ACTIVITY
For the entries below, return every line from the top through the line with "--surface:#fff; --page:#f2f2f3; --text:#1f2937;" exactly as it stands, omitting pictures.

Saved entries
****************
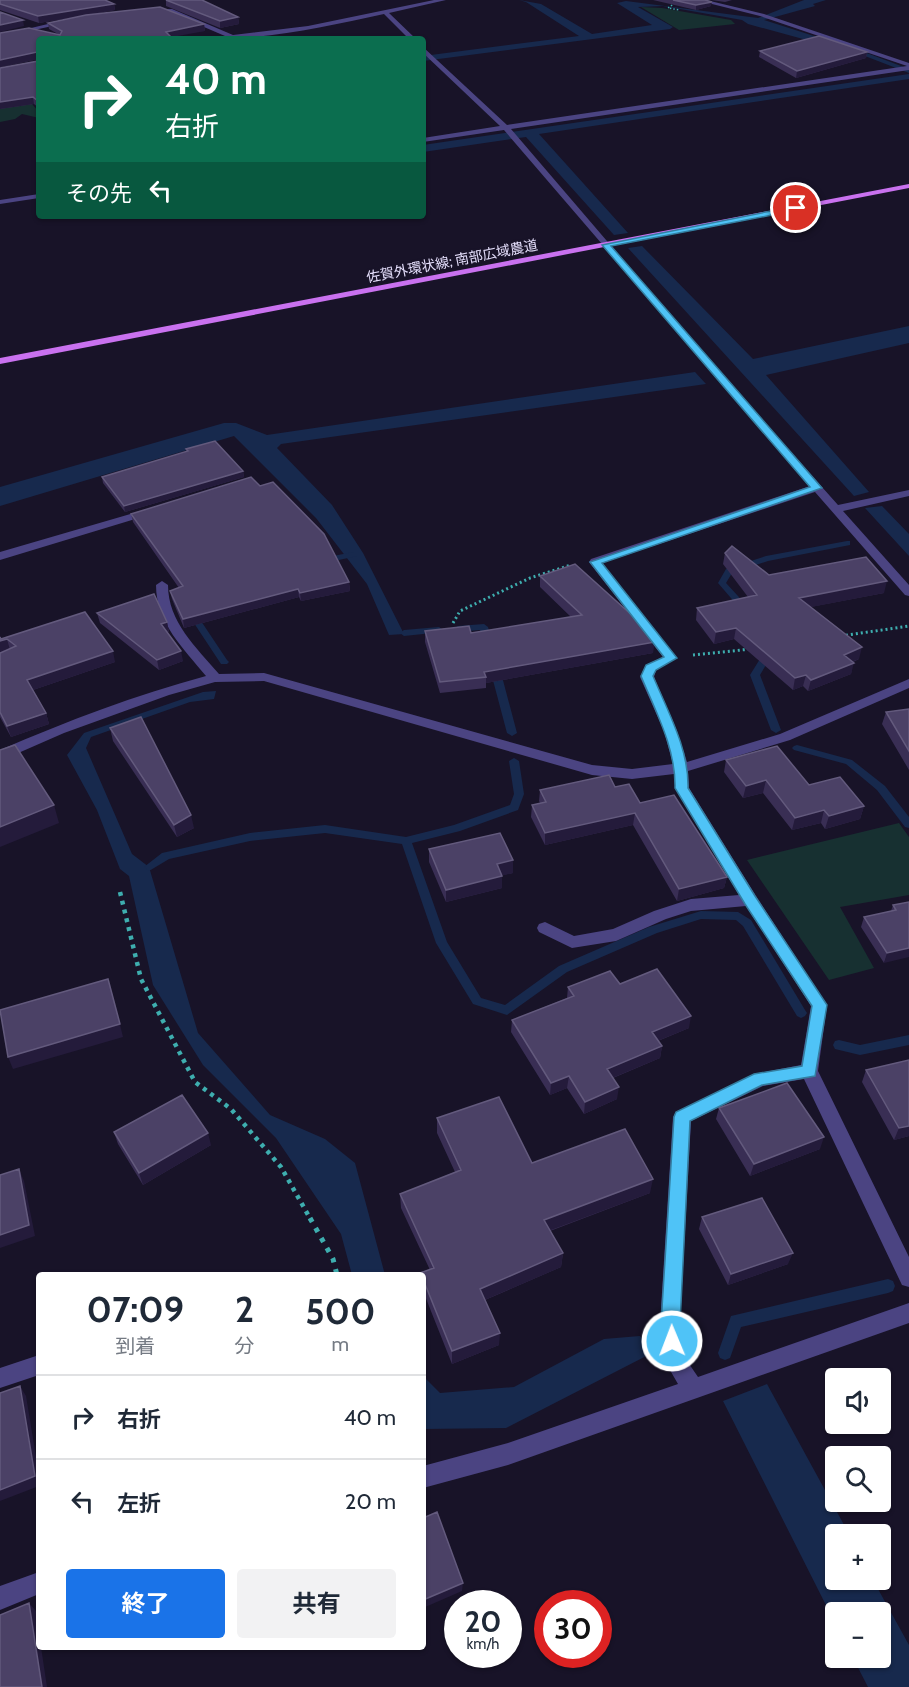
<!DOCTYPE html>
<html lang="ja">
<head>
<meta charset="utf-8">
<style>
  :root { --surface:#fff; --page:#f2f2f3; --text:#1f2937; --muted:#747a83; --line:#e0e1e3; --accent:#1a73e8 }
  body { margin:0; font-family:Cabin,"Noto Sans JP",sans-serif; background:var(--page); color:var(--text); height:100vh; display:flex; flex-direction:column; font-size:22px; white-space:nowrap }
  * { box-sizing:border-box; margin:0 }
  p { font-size:20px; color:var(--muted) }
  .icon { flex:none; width:33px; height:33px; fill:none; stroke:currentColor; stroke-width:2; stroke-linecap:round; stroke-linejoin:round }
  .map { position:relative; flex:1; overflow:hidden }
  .side { position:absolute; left:36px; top:1272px; width:390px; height:378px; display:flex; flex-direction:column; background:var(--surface); border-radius:6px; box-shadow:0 2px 4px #0004 }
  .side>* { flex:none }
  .hud { position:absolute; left:36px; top:36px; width:390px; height:183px; border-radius:6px; box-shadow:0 2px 4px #0004; background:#0b6e4f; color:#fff; overflow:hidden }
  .buttons { position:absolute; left:825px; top:1368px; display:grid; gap:12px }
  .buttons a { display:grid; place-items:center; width:66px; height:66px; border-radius:6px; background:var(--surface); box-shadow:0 2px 4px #0004; font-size:30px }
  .speed { position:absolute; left:444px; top:1590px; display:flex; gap:12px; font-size:30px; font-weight:700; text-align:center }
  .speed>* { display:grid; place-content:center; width:78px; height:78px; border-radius:50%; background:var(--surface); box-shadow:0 2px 4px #0004; line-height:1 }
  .speed small { font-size:15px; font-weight:400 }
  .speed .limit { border:9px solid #d22; background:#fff; color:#111 }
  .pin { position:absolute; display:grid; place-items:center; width:51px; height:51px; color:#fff; margin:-26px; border:3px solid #fff; border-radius:50%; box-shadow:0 2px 6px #0007 }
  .me { position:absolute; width:66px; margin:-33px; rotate:359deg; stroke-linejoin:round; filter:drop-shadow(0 0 4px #0008) }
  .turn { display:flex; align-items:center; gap:21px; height:126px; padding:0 30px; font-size:27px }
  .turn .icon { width:78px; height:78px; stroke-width:2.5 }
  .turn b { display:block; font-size:42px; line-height:51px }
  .then { display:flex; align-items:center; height:57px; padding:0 30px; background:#0003; gap:12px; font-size:22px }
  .eta { display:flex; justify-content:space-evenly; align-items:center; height:102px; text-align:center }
  .eta b { font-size:36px; font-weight:700; line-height:42px }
  .button { display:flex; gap:12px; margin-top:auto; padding:12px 30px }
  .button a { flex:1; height:69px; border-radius:6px; background:var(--accent); color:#fff; font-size:24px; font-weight:700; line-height:69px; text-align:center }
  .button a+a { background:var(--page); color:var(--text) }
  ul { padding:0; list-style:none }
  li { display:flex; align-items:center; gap:18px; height:84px; padding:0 30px; border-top:2px solid var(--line) }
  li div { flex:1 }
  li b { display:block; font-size:22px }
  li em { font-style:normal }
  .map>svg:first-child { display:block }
  .green { fill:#173031 }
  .water { fill:#17294d }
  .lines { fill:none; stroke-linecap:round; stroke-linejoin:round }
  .stream { fill:#17294d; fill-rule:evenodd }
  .path-far3 { stroke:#3eaeaf; stroke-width:1.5; stroke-dasharray:1.5 2; stroke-linecap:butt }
  .path-far2 { stroke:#3eaeaf; stroke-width:3; stroke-dasharray:2 3; stroke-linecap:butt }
  .path-far1 { stroke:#3eaeaf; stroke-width:4.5; stroke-dasharray:4 5; stroke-linecap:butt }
  .path { stroke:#3eaeaf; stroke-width:5; stroke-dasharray:4.5 7; stroke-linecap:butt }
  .minor { fill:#4b4482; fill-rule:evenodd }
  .major { fill:#c971ef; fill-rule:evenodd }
  .wall { fill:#392e54 }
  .shaded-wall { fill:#241b3b }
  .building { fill:#4b4166; stroke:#635a7d; stroke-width:1.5 }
  .route { fill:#4fc3f7; stroke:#337fa1; stroke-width:1.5 }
  .labels { text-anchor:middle; stroke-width:4.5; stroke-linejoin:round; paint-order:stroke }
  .far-street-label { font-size:14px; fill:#e4defb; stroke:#181328 }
</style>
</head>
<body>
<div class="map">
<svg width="909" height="1687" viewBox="0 0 909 1687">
  <rect width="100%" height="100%" fill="#181328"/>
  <!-- green -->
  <path class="green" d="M641,7L662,8L731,20L735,24L679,30Z
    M6,98L32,104L39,112V118L22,114L15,119L0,122V99Z
    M899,823L909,837V895L840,907L874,968L829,980L747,860Z"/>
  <!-- water -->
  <path class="water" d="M519,0L541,4L592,34L652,25L617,3L626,1L758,18L804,0H826L813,4L815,6L764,20L864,52L909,69V73L865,56L748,24L742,20L663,6L638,7L673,27L670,29L423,61V56L579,36L526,2Z
    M909,74V79L539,134L628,233L614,235L526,137L423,152V145Z
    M642,246L753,359L909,326V343L766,375L869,492L854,496L628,248Z
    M695,372L706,384L281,444L277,448L332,505L363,553L404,634L389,635L367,584L316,518L234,436L0,506V487L224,423H236L267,435Z
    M882,506L909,534V556L865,508Z
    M216,691L214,699L190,702L91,737L86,748L132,854L149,867L198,1033L270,1115L325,1139L355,1163L385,1275H352L341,1234L276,1138L203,1065L153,985L129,876L120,869L97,810L67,755L84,733L203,692Z
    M640,1336L654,1352L506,1428L423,1429V1376L440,1393L514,1387L604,1339Z
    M767,1384L849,1534H836V1580H873L909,1645V1687H868L853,1658H880V1612H836L835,1623L723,1401Z"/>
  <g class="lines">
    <!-- stream -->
    <path class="stream" d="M847,541H850V545L768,561L732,573L726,583L749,608V612H743L718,583L726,569L766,556Z
      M354,552H357V556L325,563L321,560L322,558Z
      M192,611L195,612L227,660L229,662L227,664H221L188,614Z
      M484,624L488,627L493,645L492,647H486L480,630L458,632L454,629L458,626Z
      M439,627L443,630L442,632L404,636L400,633L404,630Z
      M768,650L773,653L760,675L781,730L776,733L771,730L750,675L765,651Z
      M495,666L500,669L517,733L512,736L507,733L490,669Z
      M797,745L852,760L885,786L909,817V828L905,827L877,790L846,764L794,750L792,748L794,746Z
      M514,758L519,761L524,794L518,810L460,831L412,843L447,942L481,998L505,1005L559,966L649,927L701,911L738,912L751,920L805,1010L807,1013L805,1016L801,1018L797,1016L743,926L736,920L701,919L657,933L567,972L507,1015L473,1004L436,943L402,844L325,833L250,841L169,859L149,871L144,867L162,853L250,833L325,825L406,837L454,825L510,805L514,794L509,761Z
      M909,1035V1045L860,1055L835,1049L833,1045L835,1041L839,1040L860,1045Z
      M888,1279L893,1281L895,1286L893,1291L888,1293L741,1327L730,1358L725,1360L720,1358L718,1353L731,1316Z"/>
    <!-- path-far3 -->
    <path class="path-far3" d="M675,3L668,8L680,10"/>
    <!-- path-far2 -->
    <path class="path-far2" d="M453,623L460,611L530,578L571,565
      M841,636L909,626
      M693,655L751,649"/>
    <!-- path-far1 -->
    <path class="path-far1" d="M120,892L141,979L195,1082L231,1109L281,1167L311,1220"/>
    <!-- path -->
    <path class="path" d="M310,1218L333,1259L337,1275"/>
    <!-- minor -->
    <path class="minor" d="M434,0H446L389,13L416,39H409L384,14C328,26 271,39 214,39L225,36L169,12L143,10L172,9L233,35L308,26Z
      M696,0H706L764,14L909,63V70L511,129L714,366L838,505L909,490V496L843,511L909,585V596L905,595L815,492L602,563L677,658L656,670L654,677L677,731L687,762L780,734L909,679V688L790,740L688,771L689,788L756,896L827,1005L818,1071L909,1257V1287L902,1285L804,1079L763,1086L691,1121L680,1324L683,1355L698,1377L909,1303V1323L508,1465L423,1488V1466L508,1443L678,1384L663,1358L660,1324L673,1117L676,1112L754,1074L801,1065L811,1006L746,906L691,911L666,919L616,941L572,948L539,932L537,928L539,924L545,922L574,936L613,929L654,911L691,899L739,895L675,788L674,774L632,779L592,775L264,681L215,682L169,695L64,733L0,761V750C67,721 136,695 206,676C184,649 156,623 156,585L162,581L168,585C168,622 196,647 219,674L264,673L592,765L632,769L673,764L664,731L640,677L646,665L663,657L589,562L591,559L810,486L504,130L423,142V138L500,126L423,53V47L507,125L907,66L760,16Z
      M69,19L71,22L34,30L31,28Z
      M39,194V198L0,204V200Z
      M151,508L157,511L155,513L0,560V552Z
      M39,1355V1375L0,1388V1368Z
      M39,1572V1594L0,1610V1586Z"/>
    <!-- major -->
    <path class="major" d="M909,184V188L0,364V358Z"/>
  </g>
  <!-- wall -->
  <path class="wall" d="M0,0L114,4L115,10L39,23L0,10Z
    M166,0L238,17L239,24L220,28L166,6Z
    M653,0H705L711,6L696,10Z
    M711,0H732L725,2Z
    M48,23L204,24L205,31L39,39V108L34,104L0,109L39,59L0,67V33L58,34L49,29Z
    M760,51L867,52L866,58L796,78L759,57Z
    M186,449L243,471L244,477L125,512L103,483L102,477L186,452Z
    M131,514L349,582L350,591L301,601L299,597L184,628L172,599L170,591L179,588L133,522Z
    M725,553L769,575L884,593L810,607L859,659L853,662L851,674L808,691L803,686L793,690L734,639L714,644L696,620L697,608L748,597L723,564Z
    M540,576L653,653L486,683V688L440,693L425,642V631L471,633L571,617L540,587Z
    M85,612L115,662L33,690L46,713L49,724L11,737L0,717V653L1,639Z
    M97,613L167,622L169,632H167L183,661L159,670L100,623Z
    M909,709V770L882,724L886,712Z
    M110,728L194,828L177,837L113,741Z
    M726,760L809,785L864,806L860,819L825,829L821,823L792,830L763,793L743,798L724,772Z
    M615,787L640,803L727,877L724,888L677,901L633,825L545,845L531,817L532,805L540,803L539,801L540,790Z
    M429,849L513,873L502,875V888L446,902L429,862Z
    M909,902L884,963L861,927L864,917L891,911L893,905Z
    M620,984L689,1028L658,1041L662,1046L660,1058L613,1078L617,1099L584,1114L567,1088L550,1095L511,1032L512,1020L567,998L568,987Z
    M909,1060V1136L894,1140L862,1082L866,1070Z
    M719,1108L820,1149L750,1176L716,1119Z
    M437,1118L532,1163L650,1193L550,1231L563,1253L561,1267L485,1300L499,1345L452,1364L423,1291V1275H421L420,1273L430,1270L401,1208L400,1194L455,1172L437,1133Z
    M114,1132L211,1145L143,1185L118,1144Z
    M702,1217L788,1264L728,1285L699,1229Z"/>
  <!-- shaded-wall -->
  <path class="shaded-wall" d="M712,2L711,6L696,10V5Z
    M114,4L115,10L39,23L38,16Z
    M238,17L239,24L220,28V21Z
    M23,20L24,26L0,32V25Z
    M204,24L205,31L167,38L166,32Z
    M37,52L39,59L0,67V60Z
    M867,52L866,58L796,78L797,71Z
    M33,97L34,104L0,109V102Z
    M243,471L244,477L125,512L124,506Z
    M887,581L884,593L796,610L799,598Z
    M349,582L350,591L301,601L300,593Z
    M298,589L299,597L184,628L183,619Z
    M167,622L169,632L162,634L161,624Z
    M736,628L734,639L714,644L716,632Z
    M7,639L10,650L0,653V641Z
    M655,642L653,653L486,683V677L484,672Z
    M862,647L859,659L841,666L844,655Z
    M113,651L115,662L30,691L27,680Z
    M181,651L183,661L159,670L157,660Z
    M854,663L851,674L808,691L811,680Z
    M806,675L803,686L793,690L795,678Z
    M46,713L49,724L11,737L7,726Z
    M766,780L763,793L743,798L746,786Z
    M54,805L59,823L0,847V827Z
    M864,806L860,819L825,829L829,816Z
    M824,810L821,823L792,830L795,818Z
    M635,813L633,825L545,845V833Z
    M191,815L194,828L177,837L174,825Z
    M513,860V873L496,877L497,864Z
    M502,876V888L446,902V890Z
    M727,877L724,888L677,901L679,889Z
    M909,948V957L884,963L887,953Z
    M112,992L123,1037L13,1069L8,1057Z
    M691,1016L689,1028L650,1044L652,1032Z
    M662,1046L660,1058L605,1081L607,1069Z
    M569,1076L567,1088L550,1095L551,1083Z
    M619,1087L617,1099L584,1114L585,1102Z
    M909,1126V1136L894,1140L899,1128Z
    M208,1133L211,1145L143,1185L139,1173Z
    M824,1137L820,1149L750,1176L754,1164Z
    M19,1169L24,1181L35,1236L0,1248V1235Z
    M653,1179L650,1193L543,1233L544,1220Z
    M563,1253L561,1267L480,1302V1289Z
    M793,1253L788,1264L728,1285L731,1274Z
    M500,1333L499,1345L452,1364V1351Z
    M20,1386L26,1396L39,1475V1486L0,1501V1490Z
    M463,1583L462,1591L423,1608V1600Z
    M29,1603L36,1611L39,1633V1647H41L47,1687H42Z"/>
  <!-- building -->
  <path class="building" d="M0,0H105L114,4L38,16L0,4Z
    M166,0H202L238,17L220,21Z
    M673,0H705L712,2L696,5Z
    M160,7L204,24L166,32L173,39H39V54L37,52L0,60V33L29,28L60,35L62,31L48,23L86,15Z
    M0,12L23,20L0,25Z
    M819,36L867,52L797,71L760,51Z
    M39,58V102L33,97L0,102V68L38,61Z
    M215,441L243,471L124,506L102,477L188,451L186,449Z
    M251,477L260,486L273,482L324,534L349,582L300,593L298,589L183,619L170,591L183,586L131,514Z
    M732,546L769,575L866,557L887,581L799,598L862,647L844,655L854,663L811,680L806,675L795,678L736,628L716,632L697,608L757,595L725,553Z
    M575,564L635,618L639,617L655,642L484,672L486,677L440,682L425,631L469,626L471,633L582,615L540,576Z
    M154,594L167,622L161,624L181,651L157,660L97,613Z
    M85,612L113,651L27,680L46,713L7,726L0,712V653L16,646L7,639L0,641V637L1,639Z
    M909,709V751L886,712Z
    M141,717L191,815L174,825L110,728Z
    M15,745L54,805L0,827V750Z
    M777,746L809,785L840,777L864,806L829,816L824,810L795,818L766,780L746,786L726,760Z
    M609,775L615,787L629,784L640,803L674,795L727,877L679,889L635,813L545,833L532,805L546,802L540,790Z
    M500,833L513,860L497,864L502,876L446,890L429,849Z
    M909,902V948L887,953L864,917L896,910L893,905Z
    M657,969L691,1016L652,1032L662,1046L607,1069L619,1087L585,1102L569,1076L551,1083L512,1020L574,996L568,987L610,971L620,984Z
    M108,979L120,1024L8,1057L0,1010Z
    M909,1060V1126L899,1128L866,1070Z
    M787,1083L824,1137L754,1164L719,1108Z
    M182,1095L208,1133L139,1173L114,1132Z
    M499,1097L532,1163L625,1129L653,1179L544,1220L563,1253L480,1289L500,1333L452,1351L423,1279V1275H421L420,1273L434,1268L400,1194L461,1170L437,1118Z
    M19,1169L29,1225L0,1235V1175Z
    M762,1198L793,1253L731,1274L702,1217Z
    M20,1386L35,1476L0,1490V1393Z
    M437,1512L463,1583L423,1600V1518Z
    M29,1603L42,1687H0V1615Z"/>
  <!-- route -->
  <path class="route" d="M796,206L798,210L611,246L822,488L602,563L677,658L656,670L653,676C668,712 689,749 688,788L755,896L827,1005L815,1076L762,1085L690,1121L680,1324L681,1341L678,1347L672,1350L665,1347L661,1324L674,1117L676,1112L754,1074L802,1066L812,1006L745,904L675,788C676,749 656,712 641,676L646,665L664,657L590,562L810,487L602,245Z"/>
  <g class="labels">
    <!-- far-street labels -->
    <g class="far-street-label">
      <text transform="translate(452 261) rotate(-11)" y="5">佐賀外環状線; 南部広域農道</text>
    </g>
  </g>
</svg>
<div class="buttons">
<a><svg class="icon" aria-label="sound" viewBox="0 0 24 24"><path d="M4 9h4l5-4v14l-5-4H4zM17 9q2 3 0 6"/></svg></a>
<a><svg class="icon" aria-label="search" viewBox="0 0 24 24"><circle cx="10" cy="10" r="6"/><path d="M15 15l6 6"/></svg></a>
<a>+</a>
<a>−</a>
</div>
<div class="speed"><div>20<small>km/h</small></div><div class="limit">30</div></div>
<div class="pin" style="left:796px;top:208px;background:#d93025"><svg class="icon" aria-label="arrive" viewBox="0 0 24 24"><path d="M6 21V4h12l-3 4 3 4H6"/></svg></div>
<svg class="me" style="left:672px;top:1341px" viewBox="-20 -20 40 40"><circle r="17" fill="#4fc3f7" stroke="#fff" stroke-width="3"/><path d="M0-11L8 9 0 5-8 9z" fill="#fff"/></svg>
<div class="hud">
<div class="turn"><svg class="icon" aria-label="right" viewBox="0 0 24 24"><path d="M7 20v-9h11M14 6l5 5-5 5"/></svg><div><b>40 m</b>右折</div></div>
<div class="then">その先<svg class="icon" aria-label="left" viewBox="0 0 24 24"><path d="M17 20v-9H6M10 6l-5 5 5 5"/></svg></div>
</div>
<section class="side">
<div class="eta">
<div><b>07:09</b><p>到着</p></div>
<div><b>2</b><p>分</p></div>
<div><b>500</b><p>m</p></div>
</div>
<ul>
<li><svg class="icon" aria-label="right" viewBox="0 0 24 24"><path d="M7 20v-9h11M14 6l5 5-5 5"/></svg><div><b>右折</b></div><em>40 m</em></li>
<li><svg class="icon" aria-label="left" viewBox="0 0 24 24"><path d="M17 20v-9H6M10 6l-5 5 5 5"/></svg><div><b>左折</b></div><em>20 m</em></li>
</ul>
<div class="button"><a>終了</a><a>共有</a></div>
</section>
</div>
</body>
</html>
****************
SOLUTION FOR THIS PROBLEM
<!DOCTYPE html>
<html lang="ja">
<head>
<meta charset="utf-8">
<style>
  :root { --surface:#fff; --page:#f2f2f3; --text:#1f2937; --muted:#747a83; --line:#e0e1e3; --accent:#1a73e8 }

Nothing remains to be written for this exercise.